L'ancien ministre Ilva : Voici ce qu'a déclaré le ministre Urso au Sénat.

« Les commissaires m’ont annoncé il y a peu de temps une nouvelle particulièrement importante… » Le groupe indien JindalUn opérateur mondial de premier plan a également déposé hier soir une manifestation d'intérêt pour l'ensemble du complexe sidérurgique, assortie d'un plan industriel ambitieux garantissant la décarbonation complète. C'est ce qu'a déclaré le ministre de l'Entreprise jeudi matin. Adolfo Urso, pendant la transmission des informations au Sénat concernant la situation de l'ancienne Ilva, il a déclaré que les commissaires évalueraient également cette offre en plus de celle de Flacks.

Urso a souligné que la procédure d'appel d'offres, contrairement à ce qui avait été fait à l'époque avec Mittal, permettait amélioration comparative de l'offre afin de mieux garantir l'intérêt national et il a été rappelé que les commissaires « attendent aujourd'hui toutes les clarifications » de l'autre soumissionnaire, Flacks.
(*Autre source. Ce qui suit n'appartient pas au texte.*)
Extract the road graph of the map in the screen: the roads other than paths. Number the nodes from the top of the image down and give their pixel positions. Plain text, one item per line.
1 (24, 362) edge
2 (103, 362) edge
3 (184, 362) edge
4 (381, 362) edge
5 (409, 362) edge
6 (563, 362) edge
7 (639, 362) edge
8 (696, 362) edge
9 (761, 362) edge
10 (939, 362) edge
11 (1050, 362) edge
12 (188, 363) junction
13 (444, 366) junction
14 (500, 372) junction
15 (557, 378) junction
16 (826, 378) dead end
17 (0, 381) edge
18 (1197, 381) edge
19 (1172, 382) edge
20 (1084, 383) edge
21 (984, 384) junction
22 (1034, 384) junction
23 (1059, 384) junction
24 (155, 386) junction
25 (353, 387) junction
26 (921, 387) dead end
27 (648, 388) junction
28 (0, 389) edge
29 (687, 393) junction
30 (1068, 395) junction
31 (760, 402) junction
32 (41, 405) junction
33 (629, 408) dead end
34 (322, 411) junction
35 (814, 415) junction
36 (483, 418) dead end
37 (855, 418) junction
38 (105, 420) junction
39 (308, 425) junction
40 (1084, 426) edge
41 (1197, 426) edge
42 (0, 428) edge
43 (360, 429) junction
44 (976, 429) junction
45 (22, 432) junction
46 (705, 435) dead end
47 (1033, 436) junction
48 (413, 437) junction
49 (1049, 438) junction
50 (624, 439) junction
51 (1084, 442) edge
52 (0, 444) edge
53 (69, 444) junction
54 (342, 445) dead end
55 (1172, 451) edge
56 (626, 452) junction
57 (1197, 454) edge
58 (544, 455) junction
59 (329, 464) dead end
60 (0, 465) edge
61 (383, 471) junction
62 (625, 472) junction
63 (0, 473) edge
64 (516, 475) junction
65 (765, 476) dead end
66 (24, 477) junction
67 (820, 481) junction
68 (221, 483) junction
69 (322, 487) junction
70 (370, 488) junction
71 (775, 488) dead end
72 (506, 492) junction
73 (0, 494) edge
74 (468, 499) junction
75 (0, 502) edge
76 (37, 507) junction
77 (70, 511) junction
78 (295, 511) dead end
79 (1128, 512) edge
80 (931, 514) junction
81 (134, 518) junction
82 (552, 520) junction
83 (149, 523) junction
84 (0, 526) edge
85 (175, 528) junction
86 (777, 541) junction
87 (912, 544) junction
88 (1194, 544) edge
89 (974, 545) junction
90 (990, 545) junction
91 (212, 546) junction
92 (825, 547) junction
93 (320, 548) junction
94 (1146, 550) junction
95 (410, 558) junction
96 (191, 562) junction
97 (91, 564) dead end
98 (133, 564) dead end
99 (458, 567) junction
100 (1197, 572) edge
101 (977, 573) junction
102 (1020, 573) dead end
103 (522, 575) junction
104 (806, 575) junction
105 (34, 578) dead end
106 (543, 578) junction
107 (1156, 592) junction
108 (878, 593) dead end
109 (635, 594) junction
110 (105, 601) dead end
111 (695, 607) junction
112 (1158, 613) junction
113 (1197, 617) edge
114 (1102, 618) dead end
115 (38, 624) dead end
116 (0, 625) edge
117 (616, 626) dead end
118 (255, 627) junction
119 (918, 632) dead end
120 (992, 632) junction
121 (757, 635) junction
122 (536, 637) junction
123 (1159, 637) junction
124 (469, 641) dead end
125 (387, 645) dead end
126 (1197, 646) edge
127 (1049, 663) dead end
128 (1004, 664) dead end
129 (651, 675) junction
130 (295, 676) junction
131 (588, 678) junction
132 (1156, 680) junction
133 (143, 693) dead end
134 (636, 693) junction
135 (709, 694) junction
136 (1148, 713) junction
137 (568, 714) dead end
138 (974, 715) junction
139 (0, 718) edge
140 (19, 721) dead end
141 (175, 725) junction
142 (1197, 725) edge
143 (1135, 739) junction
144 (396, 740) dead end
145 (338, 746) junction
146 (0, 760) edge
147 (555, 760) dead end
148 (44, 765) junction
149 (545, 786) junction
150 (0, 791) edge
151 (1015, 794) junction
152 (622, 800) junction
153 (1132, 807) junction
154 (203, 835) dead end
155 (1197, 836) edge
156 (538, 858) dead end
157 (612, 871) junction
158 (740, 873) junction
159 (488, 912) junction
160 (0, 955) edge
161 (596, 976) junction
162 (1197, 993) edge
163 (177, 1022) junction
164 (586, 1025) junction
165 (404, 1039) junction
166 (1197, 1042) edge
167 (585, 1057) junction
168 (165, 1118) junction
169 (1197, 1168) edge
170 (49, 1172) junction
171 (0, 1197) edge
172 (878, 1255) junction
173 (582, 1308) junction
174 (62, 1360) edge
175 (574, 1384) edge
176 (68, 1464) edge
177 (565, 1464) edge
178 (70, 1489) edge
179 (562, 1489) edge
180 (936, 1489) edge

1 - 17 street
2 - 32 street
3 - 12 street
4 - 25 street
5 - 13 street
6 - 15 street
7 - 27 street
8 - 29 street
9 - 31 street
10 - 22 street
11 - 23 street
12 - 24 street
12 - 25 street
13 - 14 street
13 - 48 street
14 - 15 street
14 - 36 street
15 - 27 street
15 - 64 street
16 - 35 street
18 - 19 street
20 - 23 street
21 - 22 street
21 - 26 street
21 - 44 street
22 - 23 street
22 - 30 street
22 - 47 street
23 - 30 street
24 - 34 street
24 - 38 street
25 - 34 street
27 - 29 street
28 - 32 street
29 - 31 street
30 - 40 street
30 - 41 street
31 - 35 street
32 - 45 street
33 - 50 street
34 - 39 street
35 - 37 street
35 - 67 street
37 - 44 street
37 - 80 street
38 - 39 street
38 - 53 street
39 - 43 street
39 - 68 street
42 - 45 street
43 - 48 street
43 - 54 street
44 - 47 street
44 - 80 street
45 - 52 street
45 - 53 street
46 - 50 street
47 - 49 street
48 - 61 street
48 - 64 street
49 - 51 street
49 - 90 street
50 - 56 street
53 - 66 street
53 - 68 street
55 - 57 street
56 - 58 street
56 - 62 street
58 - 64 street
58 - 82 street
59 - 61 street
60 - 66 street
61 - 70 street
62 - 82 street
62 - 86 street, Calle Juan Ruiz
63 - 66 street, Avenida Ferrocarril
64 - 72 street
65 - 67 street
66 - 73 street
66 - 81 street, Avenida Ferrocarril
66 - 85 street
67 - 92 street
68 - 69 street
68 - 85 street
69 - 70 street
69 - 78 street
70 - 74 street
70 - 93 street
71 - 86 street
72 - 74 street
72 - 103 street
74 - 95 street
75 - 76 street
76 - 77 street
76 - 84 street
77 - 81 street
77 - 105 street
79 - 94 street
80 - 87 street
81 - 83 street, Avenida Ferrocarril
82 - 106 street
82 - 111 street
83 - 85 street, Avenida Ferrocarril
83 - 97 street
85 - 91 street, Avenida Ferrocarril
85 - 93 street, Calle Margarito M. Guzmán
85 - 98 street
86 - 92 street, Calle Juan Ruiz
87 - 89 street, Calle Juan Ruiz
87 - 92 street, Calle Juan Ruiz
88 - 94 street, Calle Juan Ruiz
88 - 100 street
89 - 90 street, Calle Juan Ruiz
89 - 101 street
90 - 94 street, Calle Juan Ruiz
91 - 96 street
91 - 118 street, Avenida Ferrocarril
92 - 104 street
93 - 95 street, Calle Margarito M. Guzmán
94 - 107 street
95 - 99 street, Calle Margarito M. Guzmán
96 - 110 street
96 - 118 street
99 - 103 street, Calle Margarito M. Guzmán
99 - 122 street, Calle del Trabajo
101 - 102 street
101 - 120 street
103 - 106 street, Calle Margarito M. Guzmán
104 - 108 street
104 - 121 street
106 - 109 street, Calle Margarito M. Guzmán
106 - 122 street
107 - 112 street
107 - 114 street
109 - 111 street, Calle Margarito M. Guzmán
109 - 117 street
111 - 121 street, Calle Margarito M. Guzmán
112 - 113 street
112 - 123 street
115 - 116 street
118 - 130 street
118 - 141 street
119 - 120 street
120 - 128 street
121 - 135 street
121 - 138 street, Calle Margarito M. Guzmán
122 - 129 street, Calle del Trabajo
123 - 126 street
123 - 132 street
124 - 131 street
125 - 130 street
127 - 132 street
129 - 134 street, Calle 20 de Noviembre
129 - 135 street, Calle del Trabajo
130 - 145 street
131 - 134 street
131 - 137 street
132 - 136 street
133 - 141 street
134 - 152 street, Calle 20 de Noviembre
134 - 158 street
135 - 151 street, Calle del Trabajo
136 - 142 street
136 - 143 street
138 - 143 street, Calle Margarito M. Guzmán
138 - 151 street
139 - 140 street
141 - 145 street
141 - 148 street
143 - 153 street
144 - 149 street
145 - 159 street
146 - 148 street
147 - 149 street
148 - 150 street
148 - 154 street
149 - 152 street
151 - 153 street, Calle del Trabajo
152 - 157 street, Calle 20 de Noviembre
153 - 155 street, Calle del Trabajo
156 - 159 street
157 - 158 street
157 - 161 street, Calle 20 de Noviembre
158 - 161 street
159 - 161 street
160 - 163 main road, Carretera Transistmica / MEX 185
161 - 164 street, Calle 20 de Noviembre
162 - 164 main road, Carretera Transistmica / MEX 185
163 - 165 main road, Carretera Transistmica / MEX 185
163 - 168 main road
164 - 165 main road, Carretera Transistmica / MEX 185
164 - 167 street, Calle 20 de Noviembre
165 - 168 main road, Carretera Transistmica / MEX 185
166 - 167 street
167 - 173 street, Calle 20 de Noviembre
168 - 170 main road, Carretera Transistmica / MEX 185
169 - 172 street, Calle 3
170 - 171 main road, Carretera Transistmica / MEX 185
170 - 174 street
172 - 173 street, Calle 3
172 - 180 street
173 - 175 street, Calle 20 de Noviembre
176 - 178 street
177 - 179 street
Avec le groupe américain, depuis janvier, le ministre a souligné qu'un négociation directe et dans le décret qui confère aux commissaires le mandat de négocier, « le caractère essentiel de 3 conditions » est précisé : Ce sont « les volonté de céder certaines zones à Tarente et à Gênes, qui ne sont plus utilisées pour la production d'acier, afin de mettre en œuvre des projets de réindustrialisation déjà en cours ; la présence dans la structure actionnariale de l'offrant de une ou plusieurs entités industrielles du secteur sidérurgique, afin de renforcer le savoir-faire de l'acheteur ; enfin, je dirais principalement, la le caractère essentiel des exigences de viabilité financière de l'opération au fil du temps« Les commissaires attendent aujourd’hui toutes les clarifications du soumissionnaire », a expliqué Urso.

L'ancienne Ilva, Urso : « Nous exercerons le Pouvoir d'Or »

Pour l'ancienne Ilva, « nous exercerons également le droit de Pouvoir doré « afin de garantir au mieux chaque aspect du processus industriel et la décarbonation environnementale », a ajouté Urso, selon lequel l’arrivée de Jindal sur ce marché « ouvre une nouvelle ère ». nouvelle phase des négociations ce qui, nous l'espérons, permettra de mettre le cap sur Ilva entre de bonnes mains. d'ici fin avril, lorsque l'usine, comme prévu dans le plan de maintenance et de redémarrage à cycle court, sera en mesure de produire 4 millions de tonnes d'acier, considéré par beaucoup comme le niveau nécessaire pour être compétitif, afin de pouvoir également entamer immédiatement le processus de décarbonation ».